(Stored data entries)

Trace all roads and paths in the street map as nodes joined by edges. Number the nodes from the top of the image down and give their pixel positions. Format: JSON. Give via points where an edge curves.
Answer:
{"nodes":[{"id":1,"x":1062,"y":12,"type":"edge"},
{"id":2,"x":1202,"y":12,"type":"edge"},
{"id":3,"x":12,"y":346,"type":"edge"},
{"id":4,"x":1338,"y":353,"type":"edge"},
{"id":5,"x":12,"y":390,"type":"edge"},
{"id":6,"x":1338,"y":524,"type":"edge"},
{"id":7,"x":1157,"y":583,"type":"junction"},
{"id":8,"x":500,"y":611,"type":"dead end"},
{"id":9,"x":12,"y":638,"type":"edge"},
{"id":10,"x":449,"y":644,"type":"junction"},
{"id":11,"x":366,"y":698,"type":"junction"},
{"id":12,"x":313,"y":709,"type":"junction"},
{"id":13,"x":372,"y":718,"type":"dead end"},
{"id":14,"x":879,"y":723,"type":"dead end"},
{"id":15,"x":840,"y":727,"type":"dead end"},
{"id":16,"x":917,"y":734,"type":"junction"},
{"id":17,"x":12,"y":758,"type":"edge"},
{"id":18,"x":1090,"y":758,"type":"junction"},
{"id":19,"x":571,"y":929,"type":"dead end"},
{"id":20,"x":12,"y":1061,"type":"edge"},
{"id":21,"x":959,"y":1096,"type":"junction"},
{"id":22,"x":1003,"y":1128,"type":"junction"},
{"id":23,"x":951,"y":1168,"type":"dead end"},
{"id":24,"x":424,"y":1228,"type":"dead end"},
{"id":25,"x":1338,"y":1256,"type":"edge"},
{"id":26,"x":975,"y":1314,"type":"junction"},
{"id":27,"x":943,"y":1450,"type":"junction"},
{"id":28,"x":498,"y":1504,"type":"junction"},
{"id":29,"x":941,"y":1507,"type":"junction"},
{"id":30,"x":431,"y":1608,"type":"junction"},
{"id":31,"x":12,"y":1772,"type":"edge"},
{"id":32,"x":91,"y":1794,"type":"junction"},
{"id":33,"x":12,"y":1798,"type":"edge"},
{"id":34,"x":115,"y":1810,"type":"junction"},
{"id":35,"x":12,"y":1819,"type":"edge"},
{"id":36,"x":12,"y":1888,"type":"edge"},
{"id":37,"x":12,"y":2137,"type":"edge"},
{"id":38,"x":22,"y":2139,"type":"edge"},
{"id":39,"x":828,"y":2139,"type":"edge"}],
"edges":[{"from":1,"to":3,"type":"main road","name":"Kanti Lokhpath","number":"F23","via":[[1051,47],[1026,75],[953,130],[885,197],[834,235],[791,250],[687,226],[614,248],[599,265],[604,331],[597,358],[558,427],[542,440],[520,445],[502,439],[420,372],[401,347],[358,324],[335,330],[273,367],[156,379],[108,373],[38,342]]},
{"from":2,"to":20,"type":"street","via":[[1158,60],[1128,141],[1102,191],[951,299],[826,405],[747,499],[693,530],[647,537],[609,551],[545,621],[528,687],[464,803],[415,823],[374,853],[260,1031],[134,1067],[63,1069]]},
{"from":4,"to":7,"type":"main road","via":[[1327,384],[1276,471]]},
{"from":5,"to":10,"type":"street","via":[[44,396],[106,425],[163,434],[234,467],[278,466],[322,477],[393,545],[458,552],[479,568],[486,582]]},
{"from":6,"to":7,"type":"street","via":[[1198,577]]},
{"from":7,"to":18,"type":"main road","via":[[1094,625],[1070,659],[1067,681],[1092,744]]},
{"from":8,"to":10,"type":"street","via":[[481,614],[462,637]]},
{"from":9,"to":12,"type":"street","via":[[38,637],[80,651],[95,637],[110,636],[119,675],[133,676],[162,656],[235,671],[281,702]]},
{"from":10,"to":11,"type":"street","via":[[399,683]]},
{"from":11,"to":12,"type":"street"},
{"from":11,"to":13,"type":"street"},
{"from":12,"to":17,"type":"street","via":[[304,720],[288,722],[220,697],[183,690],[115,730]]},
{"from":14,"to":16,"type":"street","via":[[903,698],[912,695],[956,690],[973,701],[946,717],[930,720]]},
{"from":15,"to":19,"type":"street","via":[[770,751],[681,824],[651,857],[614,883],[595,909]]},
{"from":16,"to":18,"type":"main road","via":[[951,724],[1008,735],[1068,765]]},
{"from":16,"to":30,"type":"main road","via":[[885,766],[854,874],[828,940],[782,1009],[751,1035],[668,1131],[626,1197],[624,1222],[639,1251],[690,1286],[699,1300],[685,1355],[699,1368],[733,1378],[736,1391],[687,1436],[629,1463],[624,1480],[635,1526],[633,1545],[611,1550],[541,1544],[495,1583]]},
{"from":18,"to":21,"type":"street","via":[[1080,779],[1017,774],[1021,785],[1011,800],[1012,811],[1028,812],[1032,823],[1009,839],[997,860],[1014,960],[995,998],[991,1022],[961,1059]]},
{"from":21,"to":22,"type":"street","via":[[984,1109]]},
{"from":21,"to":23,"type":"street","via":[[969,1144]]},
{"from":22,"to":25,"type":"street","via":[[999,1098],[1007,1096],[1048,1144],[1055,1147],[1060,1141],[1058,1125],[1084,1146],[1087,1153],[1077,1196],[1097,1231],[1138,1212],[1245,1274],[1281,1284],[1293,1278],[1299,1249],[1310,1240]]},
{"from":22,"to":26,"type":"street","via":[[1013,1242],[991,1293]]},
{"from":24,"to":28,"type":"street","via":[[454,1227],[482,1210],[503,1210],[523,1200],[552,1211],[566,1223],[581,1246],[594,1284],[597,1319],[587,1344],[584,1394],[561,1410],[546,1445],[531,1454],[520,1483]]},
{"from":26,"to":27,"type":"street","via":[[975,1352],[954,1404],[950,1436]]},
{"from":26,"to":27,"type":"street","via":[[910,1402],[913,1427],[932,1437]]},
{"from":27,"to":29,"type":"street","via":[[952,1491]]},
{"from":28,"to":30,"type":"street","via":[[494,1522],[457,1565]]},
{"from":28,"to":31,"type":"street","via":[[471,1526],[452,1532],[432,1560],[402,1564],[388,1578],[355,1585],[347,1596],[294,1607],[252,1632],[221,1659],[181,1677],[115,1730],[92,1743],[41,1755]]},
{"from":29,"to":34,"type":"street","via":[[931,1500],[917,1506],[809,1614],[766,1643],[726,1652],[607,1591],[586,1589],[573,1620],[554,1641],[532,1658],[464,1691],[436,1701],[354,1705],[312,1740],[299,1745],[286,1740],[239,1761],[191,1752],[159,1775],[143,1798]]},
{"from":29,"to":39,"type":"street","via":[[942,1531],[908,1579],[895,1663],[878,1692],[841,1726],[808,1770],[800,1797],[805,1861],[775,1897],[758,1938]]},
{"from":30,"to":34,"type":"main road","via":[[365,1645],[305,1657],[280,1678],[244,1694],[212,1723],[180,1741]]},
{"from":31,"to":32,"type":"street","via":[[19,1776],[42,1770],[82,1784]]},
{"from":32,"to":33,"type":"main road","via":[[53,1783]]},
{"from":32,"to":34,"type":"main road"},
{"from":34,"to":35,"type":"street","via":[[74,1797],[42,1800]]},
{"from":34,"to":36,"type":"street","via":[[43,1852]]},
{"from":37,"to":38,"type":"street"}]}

» **Exercise prompt**
Copy out all of the records above with nothing altered.

» **Written reply**
Trace all roads and paths in the street map as nodes joined by edges. Number the nodes from the top of the image down and give their pixel positions. Format: JSON. Give via points where an edge curves.
Answer:
{"nodes":[{"id":1,"x":1062,"y":12,"type":"edge"},
{"id":2,"x":1202,"y":12,"type":"edge"},
{"id":3,"x":12,"y":346,"type":"edge"},
{"id":4,"x":1338,"y":353,"type":"edge"},
{"id":5,"x":12,"y":390,"type":"edge"},
{"id":6,"x":1338,"y":524,"type":"edge"},
{"id":7,"x":1157,"y":583,"type":"junction"},
{"id":8,"x":500,"y":611,"type":"dead end"},
{"id":9,"x":12,"y":638,"type":"edge"},
{"id":10,"x":449,"y":644,"type":"junction"},
{"id":11,"x":366,"y":698,"type":"junction"},
{"id":12,"x":313,"y":709,"type":"junction"},
{"id":13,"x":372,"y":718,"type":"dead end"},
{"id":14,"x":879,"y":723,"type":"dead end"},
{"id":15,"x":840,"y":727,"type":"dead end"},
{"id":16,"x":917,"y":734,"type":"junction"},
{"id":17,"x":12,"y":758,"type":"edge"},
{"id":18,"x":1090,"y":758,"type":"junction"},
{"id":19,"x":571,"y":929,"type":"dead end"},
{"id":20,"x":12,"y":1061,"type":"edge"},
{"id":21,"x":959,"y":1096,"type":"junction"},
{"id":22,"x":1003,"y":1128,"type":"junction"},
{"id":23,"x":951,"y":1168,"type":"dead end"},
{"id":24,"x":424,"y":1228,"type":"dead end"},
{"id":25,"x":1338,"y":1256,"type":"edge"},
{"id":26,"x":975,"y":1314,"type":"junction"},
{"id":27,"x":943,"y":1450,"type":"junction"},
{"id":28,"x":498,"y":1504,"type":"junction"},
{"id":29,"x":941,"y":1507,"type":"junction"},
{"id":30,"x":431,"y":1608,"type":"junction"},
{"id":31,"x":12,"y":1772,"type":"edge"},
{"id":32,"x":91,"y":1794,"type":"junction"},
{"id":33,"x":12,"y":1798,"type":"edge"},
{"id":34,"x":115,"y":1810,"type":"junction"},
{"id":35,"x":12,"y":1819,"type":"edge"},
{"id":36,"x":12,"y":1888,"type":"edge"},
{"id":37,"x":12,"y":2137,"type":"edge"},
{"id":38,"x":22,"y":2139,"type":"edge"},
{"id":39,"x":828,"y":2139,"type":"edge"}],
"edges":[{"from":1,"to":3,"type":"main road","name":"Kanti Lokhpath","number":"F23","via":[[1051,47],[1026,75],[953,130],[885,197],[834,235],[791,250],[687,226],[614,248],[599,265],[604,331],[597,358],[558,427],[542,440],[520,445],[502,439],[420,372],[401,347],[358,324],[335,330],[273,367],[156,379],[108,373],[38,342]]},
{"from":2,"to":20,"type":"street","via":[[1158,60],[1128,141],[1102,191],[951,299],[826,405],[747,499],[693,530],[647,537],[609,551],[545,621],[528,687],[464,803],[415,823],[374,853],[260,1031],[134,1067],[63,1069]]},
{"from":4,"to":7,"type":"main road","via":[[1327,384],[1276,471]]},
{"from":5,"to":10,"type":"street","via":[[44,396],[106,425],[163,434],[234,467],[278,466],[322,477],[393,545],[458,552],[479,568],[486,582]]},
{"from":6,"to":7,"type":"street","via":[[1198,577]]},
{"from":7,"to":18,"type":"main road","via":[[1094,625],[1070,659],[1067,681],[1092,744]]},
{"from":8,"to":10,"type":"street","via":[[481,614],[462,637]]},
{"from":9,"to":12,"type":"street","via":[[38,637],[80,651],[95,637],[110,636],[119,675],[133,676],[162,656],[235,671],[281,702]]},
{"from":10,"to":11,"type":"street","via":[[399,683]]},
{"from":11,"to":12,"type":"street"},
{"from":11,"to":13,"type":"street"},
{"from":12,"to":17,"type":"street","via":[[304,720],[288,722],[220,697],[183,690],[115,730]]},
{"from":14,"to":16,"type":"street","via":[[903,698],[912,695],[956,690],[973,701],[946,717],[930,720]]},
{"from":15,"to":19,"type":"street","via":[[770,751],[681,824],[651,857],[614,883],[595,909]]},
{"from":16,"to":18,"type":"main road","via":[[951,724],[1008,735],[1068,765]]},
{"from":16,"to":30,"type":"main road","via":[[885,766],[854,874],[828,940],[782,1009],[751,1035],[668,1131],[626,1197],[624,1222],[639,1251],[690,1286],[699,1300],[685,1355],[699,1368],[733,1378],[736,1391],[687,1436],[629,1463],[624,1480],[635,1526],[633,1545],[611,1550],[541,1544],[495,1583]]},
{"from":18,"to":21,"type":"street","via":[[1080,779],[1017,774],[1021,785],[1011,800],[1012,811],[1028,812],[1032,823],[1009,839],[997,860],[1014,960],[995,998],[991,1022],[961,1059]]},
{"from":21,"to":22,"type":"street","via":[[984,1109]]},
{"from":21,"to":23,"type":"street","via":[[969,1144]]},
{"from":22,"to":25,"type":"street","via":[[999,1098],[1007,1096],[1048,1144],[1055,1147],[1060,1141],[1058,1125],[1084,1146],[1087,1153],[1077,1196],[1097,1231],[1138,1212],[1245,1274],[1281,1284],[1293,1278],[1299,1249],[1310,1240]]},
{"from":22,"to":26,"type":"street","via":[[1013,1242],[991,1293]]},
{"from":24,"to":28,"type":"street","via":[[454,1227],[482,1210],[503,1210],[523,1200],[552,1211],[566,1223],[581,1246],[594,1284],[597,1319],[587,1344],[584,1394],[561,1410],[546,1445],[531,1454],[520,1483]]},
{"from":26,"to":27,"type":"street","via":[[975,1352],[954,1404],[950,1436]]},
{"from":26,"to":27,"type":"street","via":[[910,1402],[913,1427],[932,1437]]},
{"from":27,"to":29,"type":"street","via":[[952,1491]]},
{"from":28,"to":30,"type":"street","via":[[494,1522],[457,1565]]},
{"from":28,"to":31,"type":"street","via":[[471,1526],[452,1532],[432,1560],[402,1564],[388,1578],[355,1585],[347,1596],[294,1607],[252,1632],[221,1659],[181,1677],[115,1730],[92,1743],[41,1755]]},
{"from":29,"to":34,"type":"street","via":[[931,1500],[917,1506],[809,1614],[766,1643],[726,1652],[607,1591],[586,1589],[573,1620],[554,1641],[532,1658],[464,1691],[436,1701],[354,1705],[312,1740],[299,1745],[286,1740],[239,1761],[191,1752],[159,1775],[143,1798]]},
{"from":29,"to":39,"type":"street","via":[[942,1531],[908,1579],[895,1663],[878,1692],[841,1726],[808,1770],[800,1797],[805,1861],[775,1897],[758,1938]]},
{"from":30,"to":34,"type":"main road","via":[[365,1645],[305,1657],[280,1678],[244,1694],[212,1723],[180,1741]]},
{"from":31,"to":32,"type":"street","via":[[19,1776],[42,1770],[82,1784]]},
{"from":32,"to":33,"type":"main road","via":[[53,1783]]},
{"from":32,"to":34,"type":"main road"},
{"from":34,"to":35,"type":"street","via":[[74,1797],[42,1800]]},
{"from":34,"to":36,"type":"street","via":[[43,1852]]},
{"from":37,"to":38,"type":"street"}]}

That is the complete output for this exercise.